Usually, people don’t associate Islam and music, but they are both huge parts of Youssou’s life and he couldn’t have on without the other. That’s why he chose to make Egypt, bringing together two things that he loves. He believes in moving forward, to a “New Africa,” and this is one step in bringing about change, exposing his faith to the world. Youssou says that the West needs to learn that “Africa is not just about poverty.” He is looking towards advancing and says that “the diversity… [of Africa] is not an obstacle, but a richness.”
This film documents some of the diverse cultures of Africa and gives the viewer a picture of being a Muslim in Africa.
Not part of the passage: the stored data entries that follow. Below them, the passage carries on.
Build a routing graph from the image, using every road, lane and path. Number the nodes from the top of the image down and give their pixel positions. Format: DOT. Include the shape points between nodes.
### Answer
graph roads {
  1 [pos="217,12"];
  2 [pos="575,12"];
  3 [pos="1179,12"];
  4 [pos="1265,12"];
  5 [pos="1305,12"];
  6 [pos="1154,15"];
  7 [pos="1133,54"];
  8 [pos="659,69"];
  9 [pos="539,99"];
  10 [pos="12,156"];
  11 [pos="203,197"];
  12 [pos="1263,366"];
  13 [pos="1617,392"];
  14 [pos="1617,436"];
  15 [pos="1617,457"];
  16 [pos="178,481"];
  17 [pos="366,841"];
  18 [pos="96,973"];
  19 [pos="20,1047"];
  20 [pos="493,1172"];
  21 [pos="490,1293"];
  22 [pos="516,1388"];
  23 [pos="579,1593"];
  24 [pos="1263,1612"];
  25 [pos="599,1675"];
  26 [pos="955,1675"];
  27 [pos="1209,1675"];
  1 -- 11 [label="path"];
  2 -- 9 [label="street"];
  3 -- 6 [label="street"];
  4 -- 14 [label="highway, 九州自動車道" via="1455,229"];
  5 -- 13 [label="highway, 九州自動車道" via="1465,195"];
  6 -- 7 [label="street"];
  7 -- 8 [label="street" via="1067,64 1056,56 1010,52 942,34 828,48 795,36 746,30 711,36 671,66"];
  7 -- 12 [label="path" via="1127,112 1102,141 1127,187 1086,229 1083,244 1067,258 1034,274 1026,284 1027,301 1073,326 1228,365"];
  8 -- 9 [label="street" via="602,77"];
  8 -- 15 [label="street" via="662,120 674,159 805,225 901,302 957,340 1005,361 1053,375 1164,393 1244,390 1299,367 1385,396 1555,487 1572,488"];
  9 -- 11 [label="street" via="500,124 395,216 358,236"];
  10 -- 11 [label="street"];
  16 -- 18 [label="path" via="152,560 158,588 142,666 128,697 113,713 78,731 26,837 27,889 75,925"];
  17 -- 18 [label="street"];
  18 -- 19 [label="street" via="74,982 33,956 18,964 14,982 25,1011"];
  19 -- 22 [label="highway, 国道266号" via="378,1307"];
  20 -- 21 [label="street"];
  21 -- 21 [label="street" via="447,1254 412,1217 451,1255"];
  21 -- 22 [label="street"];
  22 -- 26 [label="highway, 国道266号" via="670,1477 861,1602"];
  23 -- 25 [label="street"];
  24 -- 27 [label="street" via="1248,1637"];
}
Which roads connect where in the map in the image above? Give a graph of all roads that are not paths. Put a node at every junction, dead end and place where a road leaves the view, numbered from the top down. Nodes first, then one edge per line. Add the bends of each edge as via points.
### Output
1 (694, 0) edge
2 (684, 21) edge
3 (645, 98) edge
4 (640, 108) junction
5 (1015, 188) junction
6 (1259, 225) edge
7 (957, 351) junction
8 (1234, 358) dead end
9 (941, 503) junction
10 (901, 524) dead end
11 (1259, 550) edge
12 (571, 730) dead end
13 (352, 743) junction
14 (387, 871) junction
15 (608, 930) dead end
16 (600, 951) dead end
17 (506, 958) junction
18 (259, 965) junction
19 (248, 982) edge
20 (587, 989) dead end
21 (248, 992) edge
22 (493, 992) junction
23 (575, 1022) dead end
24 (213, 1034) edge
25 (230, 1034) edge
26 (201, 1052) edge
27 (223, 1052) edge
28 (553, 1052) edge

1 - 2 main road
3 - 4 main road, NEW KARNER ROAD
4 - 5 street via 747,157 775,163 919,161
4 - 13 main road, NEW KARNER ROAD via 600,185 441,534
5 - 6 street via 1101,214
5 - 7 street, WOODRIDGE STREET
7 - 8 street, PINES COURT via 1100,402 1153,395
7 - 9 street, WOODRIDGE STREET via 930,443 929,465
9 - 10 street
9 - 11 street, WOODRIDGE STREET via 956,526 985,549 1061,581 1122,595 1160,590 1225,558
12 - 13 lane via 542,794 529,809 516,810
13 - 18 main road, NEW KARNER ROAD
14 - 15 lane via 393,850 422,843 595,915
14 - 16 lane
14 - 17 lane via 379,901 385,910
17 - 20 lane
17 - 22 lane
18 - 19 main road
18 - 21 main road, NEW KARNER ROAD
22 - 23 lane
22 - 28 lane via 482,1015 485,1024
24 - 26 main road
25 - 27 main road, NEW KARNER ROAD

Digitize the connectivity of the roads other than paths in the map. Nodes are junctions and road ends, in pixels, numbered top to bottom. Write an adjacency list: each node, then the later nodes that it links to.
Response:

Youssou, along with hundreds of men, women, and children gather together on the day of the Tabaski, facing the city of Mecca. They kneel together, pressing their foreheads to the rugs under them in unified reverence of Allah. Then they rise, although not at all at once. When everyone is standing wearing their finest bright clothes, the prayer begins again, foreheads to the ground. Such a spectacle is incredible, the unity of the group and their common purpose. Festivals such as Ramadan and the Tabaski, commemorating the Prophet Abraham’s sacrifice to God, are very important to Muslims everywhere. Even on tour, Youssou and his band use a compass to find the direction of Mecca so they can say their prayers in that direction five times a day.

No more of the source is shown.